Your goal:
The lines to copy are those in the records below that hold the word "Coche".

[Data shown]

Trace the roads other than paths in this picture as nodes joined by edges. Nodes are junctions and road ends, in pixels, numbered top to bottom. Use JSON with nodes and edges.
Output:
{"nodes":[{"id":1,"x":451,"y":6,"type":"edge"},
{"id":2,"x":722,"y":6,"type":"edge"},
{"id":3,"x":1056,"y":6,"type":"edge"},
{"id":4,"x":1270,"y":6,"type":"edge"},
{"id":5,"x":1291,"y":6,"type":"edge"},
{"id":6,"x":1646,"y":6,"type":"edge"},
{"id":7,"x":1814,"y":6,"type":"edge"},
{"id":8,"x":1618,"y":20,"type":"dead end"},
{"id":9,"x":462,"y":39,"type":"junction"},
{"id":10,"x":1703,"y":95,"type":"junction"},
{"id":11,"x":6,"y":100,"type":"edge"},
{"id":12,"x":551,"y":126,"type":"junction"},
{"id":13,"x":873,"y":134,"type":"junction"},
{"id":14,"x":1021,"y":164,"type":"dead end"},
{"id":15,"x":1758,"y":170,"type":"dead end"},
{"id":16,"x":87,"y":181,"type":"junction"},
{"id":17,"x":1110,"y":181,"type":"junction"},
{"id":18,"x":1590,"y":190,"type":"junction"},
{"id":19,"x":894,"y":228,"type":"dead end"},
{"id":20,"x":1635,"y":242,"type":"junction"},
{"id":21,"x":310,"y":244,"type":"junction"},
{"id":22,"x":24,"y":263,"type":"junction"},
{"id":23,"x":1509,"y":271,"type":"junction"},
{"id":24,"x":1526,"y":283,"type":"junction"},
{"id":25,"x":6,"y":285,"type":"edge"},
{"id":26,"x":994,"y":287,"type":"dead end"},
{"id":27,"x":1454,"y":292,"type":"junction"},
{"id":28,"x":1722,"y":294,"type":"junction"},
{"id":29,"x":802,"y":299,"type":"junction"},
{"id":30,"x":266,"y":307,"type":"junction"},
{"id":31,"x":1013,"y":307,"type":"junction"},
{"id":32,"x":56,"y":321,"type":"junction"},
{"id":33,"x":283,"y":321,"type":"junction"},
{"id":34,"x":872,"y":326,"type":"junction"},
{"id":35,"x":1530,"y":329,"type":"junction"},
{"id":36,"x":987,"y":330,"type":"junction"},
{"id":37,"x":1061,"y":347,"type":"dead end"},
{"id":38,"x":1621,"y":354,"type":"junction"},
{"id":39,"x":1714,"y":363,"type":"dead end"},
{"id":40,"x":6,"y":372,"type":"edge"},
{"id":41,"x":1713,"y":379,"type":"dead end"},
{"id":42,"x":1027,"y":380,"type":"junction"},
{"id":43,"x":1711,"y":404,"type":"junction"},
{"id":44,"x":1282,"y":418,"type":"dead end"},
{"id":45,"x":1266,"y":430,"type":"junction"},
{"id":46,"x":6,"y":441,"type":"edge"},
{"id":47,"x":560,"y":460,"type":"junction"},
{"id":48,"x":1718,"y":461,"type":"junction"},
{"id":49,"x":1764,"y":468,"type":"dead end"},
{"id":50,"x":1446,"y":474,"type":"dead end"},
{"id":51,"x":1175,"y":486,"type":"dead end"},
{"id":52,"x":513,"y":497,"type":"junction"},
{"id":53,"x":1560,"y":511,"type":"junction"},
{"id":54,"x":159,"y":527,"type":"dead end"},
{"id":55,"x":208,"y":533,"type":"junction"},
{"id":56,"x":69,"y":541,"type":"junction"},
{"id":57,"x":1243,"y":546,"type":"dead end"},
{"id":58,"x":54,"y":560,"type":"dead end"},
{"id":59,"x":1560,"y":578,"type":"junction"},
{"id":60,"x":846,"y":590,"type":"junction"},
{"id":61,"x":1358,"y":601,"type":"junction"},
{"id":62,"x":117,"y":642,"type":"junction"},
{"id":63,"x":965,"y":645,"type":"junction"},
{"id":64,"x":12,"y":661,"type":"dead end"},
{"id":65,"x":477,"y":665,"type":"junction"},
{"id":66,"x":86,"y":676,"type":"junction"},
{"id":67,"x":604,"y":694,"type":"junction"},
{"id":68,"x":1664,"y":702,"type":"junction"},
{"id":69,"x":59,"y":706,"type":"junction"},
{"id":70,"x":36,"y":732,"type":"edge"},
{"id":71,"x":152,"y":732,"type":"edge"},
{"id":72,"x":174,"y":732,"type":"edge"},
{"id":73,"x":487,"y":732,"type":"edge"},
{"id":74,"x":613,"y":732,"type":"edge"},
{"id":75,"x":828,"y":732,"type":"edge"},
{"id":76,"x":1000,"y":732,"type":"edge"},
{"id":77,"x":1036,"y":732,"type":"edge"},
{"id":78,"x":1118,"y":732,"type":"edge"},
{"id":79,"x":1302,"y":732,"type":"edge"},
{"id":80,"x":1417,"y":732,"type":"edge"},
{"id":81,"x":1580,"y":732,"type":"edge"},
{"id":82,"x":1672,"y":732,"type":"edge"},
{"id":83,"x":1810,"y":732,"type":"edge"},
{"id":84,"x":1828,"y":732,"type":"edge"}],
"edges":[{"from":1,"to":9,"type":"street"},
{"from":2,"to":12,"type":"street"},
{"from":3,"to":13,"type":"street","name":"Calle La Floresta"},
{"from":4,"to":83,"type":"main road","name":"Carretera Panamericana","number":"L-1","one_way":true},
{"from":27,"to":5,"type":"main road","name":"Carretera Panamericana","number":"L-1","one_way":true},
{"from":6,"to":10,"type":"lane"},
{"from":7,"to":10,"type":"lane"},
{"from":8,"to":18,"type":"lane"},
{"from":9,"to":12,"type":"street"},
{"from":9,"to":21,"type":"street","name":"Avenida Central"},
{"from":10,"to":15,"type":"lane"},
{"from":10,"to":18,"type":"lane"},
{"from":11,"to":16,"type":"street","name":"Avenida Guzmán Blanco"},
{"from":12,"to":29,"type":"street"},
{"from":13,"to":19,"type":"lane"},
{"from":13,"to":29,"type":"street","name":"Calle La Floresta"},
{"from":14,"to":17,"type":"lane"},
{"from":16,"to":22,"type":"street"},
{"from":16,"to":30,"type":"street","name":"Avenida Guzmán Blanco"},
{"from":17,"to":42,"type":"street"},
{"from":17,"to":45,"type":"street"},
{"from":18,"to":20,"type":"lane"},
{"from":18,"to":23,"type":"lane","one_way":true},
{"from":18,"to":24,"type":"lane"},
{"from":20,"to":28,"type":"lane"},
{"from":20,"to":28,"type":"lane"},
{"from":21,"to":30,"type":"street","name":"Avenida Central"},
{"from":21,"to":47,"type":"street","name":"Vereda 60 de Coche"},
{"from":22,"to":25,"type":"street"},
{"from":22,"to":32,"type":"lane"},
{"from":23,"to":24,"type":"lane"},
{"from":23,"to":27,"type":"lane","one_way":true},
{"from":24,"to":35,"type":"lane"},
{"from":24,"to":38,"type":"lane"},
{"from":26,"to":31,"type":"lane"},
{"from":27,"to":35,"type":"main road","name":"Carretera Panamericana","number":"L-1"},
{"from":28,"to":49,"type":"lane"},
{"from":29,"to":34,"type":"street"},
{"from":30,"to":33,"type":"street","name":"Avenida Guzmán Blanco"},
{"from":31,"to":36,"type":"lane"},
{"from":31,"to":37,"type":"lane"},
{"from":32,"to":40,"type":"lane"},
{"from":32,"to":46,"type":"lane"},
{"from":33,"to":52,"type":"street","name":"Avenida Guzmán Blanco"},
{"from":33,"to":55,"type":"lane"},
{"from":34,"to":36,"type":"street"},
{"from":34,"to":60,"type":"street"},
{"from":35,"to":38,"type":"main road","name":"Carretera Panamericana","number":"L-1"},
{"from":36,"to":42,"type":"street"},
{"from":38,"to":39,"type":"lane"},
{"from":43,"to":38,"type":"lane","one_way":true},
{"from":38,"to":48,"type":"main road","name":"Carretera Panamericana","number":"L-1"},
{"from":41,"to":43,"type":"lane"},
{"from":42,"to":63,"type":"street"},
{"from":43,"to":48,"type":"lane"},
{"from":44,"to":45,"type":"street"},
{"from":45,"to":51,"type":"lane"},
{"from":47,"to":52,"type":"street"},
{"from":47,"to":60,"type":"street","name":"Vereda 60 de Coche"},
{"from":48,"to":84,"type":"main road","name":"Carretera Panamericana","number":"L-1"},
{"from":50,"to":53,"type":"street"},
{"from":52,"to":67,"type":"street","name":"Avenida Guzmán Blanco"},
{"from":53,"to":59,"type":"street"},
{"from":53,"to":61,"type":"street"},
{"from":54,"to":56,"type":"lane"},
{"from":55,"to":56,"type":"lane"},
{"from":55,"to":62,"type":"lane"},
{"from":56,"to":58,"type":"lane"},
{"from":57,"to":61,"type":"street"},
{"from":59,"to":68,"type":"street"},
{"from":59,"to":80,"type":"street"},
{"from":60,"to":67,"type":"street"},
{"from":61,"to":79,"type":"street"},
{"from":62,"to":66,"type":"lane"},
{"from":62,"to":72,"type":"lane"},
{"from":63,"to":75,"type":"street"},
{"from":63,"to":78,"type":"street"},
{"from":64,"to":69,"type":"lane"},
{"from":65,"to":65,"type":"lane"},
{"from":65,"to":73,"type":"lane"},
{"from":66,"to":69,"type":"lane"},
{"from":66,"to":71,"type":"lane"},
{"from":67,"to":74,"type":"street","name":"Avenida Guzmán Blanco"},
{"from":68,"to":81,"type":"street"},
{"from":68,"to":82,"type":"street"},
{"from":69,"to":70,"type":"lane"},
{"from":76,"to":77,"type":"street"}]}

[/Data shown]

Answer for this exercise:
{"from":21,"to":47,"type":"street","name":"Vereda 60 de Coche"},
{"from":47,"to":60,"type":"street","name":"Vereda 60 de Coche"},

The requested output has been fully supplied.